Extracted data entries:
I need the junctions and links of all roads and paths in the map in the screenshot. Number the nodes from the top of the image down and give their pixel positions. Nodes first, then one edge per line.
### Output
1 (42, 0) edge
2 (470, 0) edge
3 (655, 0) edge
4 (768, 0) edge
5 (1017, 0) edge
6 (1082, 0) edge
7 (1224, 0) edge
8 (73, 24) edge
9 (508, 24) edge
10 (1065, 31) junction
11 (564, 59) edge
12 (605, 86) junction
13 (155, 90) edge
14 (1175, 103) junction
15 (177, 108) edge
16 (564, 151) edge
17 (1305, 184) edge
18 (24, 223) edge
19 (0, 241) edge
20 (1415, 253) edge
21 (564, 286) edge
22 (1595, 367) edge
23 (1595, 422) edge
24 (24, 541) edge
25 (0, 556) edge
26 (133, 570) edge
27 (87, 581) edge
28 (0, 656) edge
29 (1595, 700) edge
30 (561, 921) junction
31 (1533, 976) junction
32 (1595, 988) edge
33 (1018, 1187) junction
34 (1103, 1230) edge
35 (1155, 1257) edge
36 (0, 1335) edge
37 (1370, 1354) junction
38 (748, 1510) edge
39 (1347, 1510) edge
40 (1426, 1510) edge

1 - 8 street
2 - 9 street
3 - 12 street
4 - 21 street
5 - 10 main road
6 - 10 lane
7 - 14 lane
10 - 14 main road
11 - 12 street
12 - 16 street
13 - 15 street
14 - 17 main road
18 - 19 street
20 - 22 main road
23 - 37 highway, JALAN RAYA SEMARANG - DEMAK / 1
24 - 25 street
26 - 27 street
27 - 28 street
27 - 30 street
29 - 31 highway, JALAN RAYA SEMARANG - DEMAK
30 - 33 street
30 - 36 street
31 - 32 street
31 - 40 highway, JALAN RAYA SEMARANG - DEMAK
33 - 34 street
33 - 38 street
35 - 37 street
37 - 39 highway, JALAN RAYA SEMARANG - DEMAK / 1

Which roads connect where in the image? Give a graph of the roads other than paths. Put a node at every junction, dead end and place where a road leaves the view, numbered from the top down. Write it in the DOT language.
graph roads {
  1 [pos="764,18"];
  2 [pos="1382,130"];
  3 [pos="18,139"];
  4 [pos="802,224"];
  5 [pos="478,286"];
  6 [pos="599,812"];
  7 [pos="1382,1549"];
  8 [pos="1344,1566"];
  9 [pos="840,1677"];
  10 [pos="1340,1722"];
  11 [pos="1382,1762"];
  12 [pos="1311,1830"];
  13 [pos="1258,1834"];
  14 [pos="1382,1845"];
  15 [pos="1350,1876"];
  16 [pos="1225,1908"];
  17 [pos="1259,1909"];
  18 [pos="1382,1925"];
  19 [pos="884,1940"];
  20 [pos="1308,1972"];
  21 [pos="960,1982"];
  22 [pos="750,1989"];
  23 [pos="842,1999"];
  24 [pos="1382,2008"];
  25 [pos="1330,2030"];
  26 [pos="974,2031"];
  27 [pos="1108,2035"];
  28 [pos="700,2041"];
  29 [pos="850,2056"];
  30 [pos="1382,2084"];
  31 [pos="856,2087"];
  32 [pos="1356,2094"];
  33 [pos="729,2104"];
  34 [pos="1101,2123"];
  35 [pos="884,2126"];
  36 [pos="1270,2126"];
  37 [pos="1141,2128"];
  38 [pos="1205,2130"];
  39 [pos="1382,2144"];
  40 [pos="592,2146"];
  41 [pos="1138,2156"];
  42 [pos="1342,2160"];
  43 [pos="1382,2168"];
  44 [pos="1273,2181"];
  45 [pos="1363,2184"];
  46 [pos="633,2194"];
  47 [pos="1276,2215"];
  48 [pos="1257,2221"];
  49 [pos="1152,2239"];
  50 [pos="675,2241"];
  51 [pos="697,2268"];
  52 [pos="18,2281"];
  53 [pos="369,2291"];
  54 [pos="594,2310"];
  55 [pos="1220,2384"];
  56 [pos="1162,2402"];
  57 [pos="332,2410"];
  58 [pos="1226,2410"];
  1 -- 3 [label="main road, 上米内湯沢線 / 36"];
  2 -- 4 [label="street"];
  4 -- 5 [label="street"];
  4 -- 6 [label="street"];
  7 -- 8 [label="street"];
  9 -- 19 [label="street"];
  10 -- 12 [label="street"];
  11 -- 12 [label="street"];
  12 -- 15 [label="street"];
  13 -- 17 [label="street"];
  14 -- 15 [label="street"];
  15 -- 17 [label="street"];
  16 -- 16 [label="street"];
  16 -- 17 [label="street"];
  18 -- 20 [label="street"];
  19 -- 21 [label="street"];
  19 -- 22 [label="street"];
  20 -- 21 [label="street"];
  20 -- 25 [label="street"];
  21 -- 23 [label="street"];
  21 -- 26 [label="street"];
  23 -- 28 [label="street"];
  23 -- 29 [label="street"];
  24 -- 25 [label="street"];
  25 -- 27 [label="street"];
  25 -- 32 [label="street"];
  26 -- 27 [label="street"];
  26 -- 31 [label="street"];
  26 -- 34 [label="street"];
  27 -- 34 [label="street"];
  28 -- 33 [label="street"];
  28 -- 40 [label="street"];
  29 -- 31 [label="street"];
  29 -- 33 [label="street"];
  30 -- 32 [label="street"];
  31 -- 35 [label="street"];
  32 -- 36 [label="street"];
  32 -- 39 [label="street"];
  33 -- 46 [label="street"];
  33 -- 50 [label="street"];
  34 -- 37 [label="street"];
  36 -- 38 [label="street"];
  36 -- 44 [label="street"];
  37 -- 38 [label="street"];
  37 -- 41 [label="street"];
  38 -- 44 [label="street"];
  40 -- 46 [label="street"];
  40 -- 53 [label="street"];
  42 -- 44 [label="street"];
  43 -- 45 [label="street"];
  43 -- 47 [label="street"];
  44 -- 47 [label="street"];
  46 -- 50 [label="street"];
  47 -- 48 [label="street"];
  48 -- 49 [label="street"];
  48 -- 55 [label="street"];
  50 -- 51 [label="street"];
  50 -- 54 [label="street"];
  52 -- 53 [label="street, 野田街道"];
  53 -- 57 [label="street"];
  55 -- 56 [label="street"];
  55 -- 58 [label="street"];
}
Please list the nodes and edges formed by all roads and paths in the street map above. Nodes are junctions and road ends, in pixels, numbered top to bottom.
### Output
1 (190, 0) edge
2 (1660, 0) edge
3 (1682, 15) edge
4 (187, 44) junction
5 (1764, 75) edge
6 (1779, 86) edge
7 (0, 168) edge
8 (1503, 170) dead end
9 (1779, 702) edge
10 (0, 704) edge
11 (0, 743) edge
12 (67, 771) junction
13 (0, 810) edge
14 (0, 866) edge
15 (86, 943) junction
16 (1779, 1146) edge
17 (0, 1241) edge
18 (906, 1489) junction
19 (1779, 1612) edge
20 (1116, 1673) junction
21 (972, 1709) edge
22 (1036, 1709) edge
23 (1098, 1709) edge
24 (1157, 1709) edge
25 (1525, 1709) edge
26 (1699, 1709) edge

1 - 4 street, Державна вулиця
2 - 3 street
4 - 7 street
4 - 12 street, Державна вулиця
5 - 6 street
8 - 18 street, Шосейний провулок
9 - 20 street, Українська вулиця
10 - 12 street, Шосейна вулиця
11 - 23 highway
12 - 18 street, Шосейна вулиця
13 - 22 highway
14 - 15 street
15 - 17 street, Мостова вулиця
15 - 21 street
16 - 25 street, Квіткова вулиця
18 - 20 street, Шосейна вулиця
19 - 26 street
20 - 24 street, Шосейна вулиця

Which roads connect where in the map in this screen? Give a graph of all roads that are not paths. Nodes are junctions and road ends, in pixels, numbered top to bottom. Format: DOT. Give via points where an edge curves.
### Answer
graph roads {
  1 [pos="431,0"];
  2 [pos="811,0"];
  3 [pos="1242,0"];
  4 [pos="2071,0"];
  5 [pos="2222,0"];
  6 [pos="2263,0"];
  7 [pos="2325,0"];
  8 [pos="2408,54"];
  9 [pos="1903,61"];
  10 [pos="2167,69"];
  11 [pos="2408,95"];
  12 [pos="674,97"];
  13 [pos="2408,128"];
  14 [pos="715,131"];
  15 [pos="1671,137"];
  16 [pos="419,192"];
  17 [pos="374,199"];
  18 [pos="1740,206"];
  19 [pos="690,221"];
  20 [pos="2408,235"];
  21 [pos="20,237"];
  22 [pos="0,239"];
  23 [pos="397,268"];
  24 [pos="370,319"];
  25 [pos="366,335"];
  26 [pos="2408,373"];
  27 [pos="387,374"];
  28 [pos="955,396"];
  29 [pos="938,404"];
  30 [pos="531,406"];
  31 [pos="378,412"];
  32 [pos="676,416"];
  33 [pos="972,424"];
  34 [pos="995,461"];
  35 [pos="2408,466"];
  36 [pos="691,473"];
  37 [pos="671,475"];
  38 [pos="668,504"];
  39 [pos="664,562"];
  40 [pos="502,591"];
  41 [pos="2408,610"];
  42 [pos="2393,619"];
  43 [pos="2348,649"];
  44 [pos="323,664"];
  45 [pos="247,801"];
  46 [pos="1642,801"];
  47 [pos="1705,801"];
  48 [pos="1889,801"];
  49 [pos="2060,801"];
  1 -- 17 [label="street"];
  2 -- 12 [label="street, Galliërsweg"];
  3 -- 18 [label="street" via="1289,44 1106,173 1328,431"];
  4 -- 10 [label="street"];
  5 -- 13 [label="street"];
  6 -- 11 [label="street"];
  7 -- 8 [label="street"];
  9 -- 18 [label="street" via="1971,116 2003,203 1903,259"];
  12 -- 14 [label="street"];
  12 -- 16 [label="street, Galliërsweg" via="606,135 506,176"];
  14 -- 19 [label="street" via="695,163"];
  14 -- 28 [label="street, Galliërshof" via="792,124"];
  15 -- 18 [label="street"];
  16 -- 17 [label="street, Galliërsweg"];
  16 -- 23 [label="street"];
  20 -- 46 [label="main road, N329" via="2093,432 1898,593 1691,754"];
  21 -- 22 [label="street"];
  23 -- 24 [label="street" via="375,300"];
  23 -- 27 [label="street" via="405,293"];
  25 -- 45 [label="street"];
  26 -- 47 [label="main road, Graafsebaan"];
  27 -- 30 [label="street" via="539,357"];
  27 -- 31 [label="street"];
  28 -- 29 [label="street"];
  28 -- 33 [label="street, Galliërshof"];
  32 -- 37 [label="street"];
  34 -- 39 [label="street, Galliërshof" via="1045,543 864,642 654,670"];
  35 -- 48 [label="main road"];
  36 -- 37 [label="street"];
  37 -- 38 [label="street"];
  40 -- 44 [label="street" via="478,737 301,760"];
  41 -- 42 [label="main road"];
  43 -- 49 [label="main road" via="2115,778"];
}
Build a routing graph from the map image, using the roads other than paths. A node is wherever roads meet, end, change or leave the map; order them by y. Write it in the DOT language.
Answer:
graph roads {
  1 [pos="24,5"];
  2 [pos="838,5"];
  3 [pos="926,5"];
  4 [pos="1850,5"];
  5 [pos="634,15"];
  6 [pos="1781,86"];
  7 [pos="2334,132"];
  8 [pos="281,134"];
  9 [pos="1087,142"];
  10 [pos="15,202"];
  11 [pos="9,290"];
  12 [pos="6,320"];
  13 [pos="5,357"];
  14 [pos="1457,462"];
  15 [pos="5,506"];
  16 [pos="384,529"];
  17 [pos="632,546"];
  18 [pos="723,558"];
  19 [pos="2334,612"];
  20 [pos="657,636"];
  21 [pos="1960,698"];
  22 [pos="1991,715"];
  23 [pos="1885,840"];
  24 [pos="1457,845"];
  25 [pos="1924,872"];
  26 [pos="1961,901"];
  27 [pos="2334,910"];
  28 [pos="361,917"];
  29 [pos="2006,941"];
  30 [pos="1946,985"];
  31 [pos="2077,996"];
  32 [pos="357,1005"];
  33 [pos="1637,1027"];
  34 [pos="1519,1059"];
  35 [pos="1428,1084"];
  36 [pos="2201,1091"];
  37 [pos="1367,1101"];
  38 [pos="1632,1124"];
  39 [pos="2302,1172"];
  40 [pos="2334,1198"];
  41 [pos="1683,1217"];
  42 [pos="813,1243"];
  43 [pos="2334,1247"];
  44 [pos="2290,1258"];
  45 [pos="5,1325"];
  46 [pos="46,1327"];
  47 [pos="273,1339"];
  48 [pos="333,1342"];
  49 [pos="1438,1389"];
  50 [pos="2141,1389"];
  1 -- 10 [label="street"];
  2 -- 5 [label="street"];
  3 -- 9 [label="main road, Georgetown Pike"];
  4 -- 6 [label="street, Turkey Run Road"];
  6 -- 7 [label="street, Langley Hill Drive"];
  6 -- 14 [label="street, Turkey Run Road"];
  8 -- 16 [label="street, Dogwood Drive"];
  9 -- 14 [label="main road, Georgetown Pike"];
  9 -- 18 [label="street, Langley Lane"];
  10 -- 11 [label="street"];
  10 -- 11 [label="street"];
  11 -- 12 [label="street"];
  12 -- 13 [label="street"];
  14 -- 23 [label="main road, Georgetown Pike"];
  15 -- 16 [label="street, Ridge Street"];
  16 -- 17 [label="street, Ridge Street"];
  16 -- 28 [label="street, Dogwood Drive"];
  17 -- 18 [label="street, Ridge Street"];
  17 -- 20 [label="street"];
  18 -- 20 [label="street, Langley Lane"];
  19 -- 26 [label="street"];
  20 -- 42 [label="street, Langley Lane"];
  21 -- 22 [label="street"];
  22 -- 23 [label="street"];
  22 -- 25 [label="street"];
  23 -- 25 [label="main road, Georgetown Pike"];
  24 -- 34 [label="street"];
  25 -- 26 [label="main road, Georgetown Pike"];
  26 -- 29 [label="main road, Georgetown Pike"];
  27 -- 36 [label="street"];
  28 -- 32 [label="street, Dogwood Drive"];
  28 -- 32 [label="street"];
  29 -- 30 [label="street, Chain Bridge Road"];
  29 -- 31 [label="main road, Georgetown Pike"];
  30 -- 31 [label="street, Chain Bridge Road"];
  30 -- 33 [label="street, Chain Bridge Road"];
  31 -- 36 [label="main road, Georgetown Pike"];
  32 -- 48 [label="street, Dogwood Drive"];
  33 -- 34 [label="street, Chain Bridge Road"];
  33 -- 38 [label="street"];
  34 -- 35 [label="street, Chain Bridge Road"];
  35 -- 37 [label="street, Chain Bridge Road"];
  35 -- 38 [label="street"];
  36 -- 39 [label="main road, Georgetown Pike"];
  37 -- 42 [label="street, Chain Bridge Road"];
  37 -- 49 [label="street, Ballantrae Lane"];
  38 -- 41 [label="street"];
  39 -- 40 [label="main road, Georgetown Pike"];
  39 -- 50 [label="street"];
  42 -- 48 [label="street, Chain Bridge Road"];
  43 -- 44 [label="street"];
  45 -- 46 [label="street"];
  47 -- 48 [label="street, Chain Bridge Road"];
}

Task brief
Copy out the lines of the data where the string "Write" occurs.

Solution to this exercise
Which roads connect where in the image? Give a graph of the roads other than paths. Put a node at every junction, dead end and place where a road leaves the view, numbered from the top down. Write it in the DOT language.
Build a routing graph from the map image, using the roads other than paths. A node is wherever roads meet, end, change or leave the map; order them by y. Write it in the DOT language.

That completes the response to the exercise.